*** Opening INPUT FOR THIS TASK ***
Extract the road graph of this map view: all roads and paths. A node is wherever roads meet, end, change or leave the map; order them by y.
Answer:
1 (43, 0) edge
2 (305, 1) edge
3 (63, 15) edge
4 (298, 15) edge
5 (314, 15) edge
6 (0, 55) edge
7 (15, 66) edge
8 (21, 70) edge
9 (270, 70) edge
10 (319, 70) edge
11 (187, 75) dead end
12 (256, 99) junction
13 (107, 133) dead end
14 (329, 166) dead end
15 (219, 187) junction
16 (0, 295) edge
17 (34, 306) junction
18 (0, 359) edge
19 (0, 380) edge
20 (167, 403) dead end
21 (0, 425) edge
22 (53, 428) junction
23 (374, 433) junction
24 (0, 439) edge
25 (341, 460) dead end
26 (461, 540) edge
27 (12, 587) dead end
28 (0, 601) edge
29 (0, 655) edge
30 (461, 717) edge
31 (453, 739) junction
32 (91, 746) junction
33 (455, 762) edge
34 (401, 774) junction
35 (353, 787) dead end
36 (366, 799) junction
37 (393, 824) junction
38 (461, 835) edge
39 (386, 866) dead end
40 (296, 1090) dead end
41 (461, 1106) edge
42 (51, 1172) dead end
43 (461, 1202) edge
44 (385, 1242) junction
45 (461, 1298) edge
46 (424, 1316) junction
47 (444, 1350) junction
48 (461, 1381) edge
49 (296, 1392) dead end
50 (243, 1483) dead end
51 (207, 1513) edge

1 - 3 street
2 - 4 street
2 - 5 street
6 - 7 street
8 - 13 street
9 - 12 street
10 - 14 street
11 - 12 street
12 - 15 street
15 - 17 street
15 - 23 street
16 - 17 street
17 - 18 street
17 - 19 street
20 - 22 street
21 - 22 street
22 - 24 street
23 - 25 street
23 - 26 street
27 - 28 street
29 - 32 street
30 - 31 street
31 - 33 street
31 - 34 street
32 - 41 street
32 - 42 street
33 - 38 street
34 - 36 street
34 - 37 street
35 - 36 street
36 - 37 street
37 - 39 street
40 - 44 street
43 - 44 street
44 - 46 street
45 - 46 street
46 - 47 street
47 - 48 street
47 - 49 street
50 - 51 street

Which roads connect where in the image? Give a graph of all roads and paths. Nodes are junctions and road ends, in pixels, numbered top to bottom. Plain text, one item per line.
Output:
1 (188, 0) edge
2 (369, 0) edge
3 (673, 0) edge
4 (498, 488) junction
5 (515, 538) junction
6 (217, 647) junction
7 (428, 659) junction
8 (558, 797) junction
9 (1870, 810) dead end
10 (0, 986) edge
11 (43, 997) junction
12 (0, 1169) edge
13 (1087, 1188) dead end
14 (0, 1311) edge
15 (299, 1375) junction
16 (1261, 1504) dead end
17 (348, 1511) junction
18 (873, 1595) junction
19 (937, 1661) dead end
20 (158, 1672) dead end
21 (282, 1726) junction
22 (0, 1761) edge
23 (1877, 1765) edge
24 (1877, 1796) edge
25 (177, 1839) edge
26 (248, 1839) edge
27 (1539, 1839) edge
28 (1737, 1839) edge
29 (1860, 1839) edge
*** Closing INPUT FOR THIS TASK ***
**EXERCISE**
Return the line that contains "Which roads connect", along with every line after it in the data above, exactly and with nothing else.

**SOLUTION FOR THIS TASK**
Which roads connect where in the image? Give a graph of all roads and paths. Nodes are junctions and road ends, in pixels, numbered top to bottom. Plain text, one item per line.
Output:
1 (188, 0) edge
2 (369, 0) edge
3 (673, 0) edge
4 (498, 488) junction
5 (515, 538) junction
6 (217, 647) junction
7 (428, 659) junction
8 (558, 797) junction
9 (1870, 810) dead end
10 (0, 986) edge
11 (43, 997) junction
12 (0, 1169) edge
13 (1087, 1188) dead end
14 (0, 1311) edge
15 (299, 1375) junction
16 (1261, 1504) dead end
17 (348, 1511) junction
18 (873, 1595) junction
19 (937, 1661) dead end
20 (158, 1672) dead end
21 (282, 1726) junction
22 (0, 1761) edge
23 (1877, 1765) edge
24 (1877, 1796) edge
25 (177, 1839) edge
26 (248, 1839) edge
27 (1539, 1839) edge
28 (1737, 1839) edge
29 (1860, 1839) edge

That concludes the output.